I lie awake believing, that somehow I keep failing
I rail and I ache -
At the monsters and the demons, I've wrestled with for eons
And I want to destroy.

-- Garbage

First, I got slopes working about 95% (the only hangups being a. have to improve the height algorithm for angles and b. it requires one-way platforms at the top which causes some restrictions on map design, but I'll probably just deal with that).

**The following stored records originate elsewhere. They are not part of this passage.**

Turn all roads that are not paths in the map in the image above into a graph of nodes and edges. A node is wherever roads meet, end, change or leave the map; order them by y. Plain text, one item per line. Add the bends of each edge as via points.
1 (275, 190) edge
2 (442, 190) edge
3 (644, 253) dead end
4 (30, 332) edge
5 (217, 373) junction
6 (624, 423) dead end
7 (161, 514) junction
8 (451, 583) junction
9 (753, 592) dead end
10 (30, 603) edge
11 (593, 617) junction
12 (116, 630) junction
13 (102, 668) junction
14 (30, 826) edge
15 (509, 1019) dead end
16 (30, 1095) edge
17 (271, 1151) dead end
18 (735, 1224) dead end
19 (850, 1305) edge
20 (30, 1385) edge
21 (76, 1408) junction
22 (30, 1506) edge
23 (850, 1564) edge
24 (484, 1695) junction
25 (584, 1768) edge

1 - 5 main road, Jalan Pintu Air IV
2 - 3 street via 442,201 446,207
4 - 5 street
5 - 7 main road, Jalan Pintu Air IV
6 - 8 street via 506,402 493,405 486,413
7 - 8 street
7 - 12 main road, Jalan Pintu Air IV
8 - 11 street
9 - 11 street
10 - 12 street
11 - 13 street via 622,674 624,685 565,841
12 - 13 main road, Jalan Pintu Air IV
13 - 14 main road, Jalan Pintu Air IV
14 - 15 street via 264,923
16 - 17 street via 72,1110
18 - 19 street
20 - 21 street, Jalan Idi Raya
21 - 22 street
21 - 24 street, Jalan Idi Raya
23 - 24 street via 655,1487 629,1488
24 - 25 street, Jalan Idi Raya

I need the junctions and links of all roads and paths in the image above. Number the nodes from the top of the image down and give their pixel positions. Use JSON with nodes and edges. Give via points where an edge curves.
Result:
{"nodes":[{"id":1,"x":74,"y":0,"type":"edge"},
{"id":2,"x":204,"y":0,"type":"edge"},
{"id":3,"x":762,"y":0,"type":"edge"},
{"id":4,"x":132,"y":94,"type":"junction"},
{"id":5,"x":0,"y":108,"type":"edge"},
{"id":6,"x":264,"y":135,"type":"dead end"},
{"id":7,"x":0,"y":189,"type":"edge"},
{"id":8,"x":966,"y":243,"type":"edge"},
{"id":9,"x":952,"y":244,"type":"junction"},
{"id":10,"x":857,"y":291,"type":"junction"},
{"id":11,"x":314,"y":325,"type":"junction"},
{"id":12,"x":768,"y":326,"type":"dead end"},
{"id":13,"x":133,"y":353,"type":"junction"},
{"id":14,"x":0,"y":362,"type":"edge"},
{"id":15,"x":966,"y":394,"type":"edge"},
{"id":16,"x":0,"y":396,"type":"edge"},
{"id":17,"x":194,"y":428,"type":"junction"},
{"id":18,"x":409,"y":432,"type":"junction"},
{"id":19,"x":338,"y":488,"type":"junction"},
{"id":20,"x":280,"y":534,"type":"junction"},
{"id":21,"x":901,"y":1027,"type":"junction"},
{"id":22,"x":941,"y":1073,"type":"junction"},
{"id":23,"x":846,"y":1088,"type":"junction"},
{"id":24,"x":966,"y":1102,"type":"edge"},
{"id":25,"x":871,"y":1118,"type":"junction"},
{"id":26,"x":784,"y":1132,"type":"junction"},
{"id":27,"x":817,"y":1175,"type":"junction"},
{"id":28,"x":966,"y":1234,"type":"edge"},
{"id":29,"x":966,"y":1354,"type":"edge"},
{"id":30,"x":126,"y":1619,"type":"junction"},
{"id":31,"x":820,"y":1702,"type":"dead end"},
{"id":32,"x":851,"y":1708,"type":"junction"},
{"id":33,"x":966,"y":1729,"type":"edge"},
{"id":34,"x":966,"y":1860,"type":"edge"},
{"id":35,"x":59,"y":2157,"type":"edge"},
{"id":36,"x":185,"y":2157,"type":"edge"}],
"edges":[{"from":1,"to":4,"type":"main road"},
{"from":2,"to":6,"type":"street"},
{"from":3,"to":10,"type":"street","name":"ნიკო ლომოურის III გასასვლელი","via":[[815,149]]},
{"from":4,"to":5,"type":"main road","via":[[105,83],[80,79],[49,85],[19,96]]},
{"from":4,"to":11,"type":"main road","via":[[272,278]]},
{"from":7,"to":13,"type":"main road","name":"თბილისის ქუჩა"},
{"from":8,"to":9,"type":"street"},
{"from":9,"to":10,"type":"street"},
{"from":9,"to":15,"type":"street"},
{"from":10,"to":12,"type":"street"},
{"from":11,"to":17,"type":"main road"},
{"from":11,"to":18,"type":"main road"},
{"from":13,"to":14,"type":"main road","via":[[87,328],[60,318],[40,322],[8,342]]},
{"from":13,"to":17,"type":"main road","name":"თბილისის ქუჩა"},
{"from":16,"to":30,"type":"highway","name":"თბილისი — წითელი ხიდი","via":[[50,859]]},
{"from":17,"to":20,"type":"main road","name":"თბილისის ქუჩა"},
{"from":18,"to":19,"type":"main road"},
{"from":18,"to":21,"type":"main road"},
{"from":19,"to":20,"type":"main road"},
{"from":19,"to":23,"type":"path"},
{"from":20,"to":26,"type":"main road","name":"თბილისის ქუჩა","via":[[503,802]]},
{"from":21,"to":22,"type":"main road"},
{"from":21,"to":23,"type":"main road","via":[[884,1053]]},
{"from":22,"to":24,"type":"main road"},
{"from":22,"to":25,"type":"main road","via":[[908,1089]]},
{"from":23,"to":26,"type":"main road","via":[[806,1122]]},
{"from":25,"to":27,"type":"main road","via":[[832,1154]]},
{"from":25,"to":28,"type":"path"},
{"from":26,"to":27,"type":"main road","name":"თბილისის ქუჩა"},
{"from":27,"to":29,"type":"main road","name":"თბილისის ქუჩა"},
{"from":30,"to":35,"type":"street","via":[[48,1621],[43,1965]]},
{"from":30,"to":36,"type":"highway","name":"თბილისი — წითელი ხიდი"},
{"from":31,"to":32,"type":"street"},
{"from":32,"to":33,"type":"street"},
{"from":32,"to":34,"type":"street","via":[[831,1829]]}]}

Second, for no reason except the gloy, I spent three hours making a skull map. Here's another gif showing off the camera system (click for the full animation):

Third, I'm working on how to structure interacting behaviors, because that's been a huge headache. Forgive me if I use any terms wrong (I don't have much formal CS training), but essentially my plan right now is to create interfaces that will be implemented by both collections (i.e. specific units, buildings, etc) and general behaviors (a weapon, a patrol pattern, etc).

For instance -
ISpatial would have methods for Bounds and Position,
ISim for Physics,
IWar for Attack and Defense, and
ILogic for Idle, Advance, and Retreat.

SimBody could implement ISpatial and ISim to have a complete physics package.
Turret could implement IWar and ILogic to rain death upon the enemies of the machine.
And Tank would implement all four, redirecting it's calls to SimBody and Turret references it stores.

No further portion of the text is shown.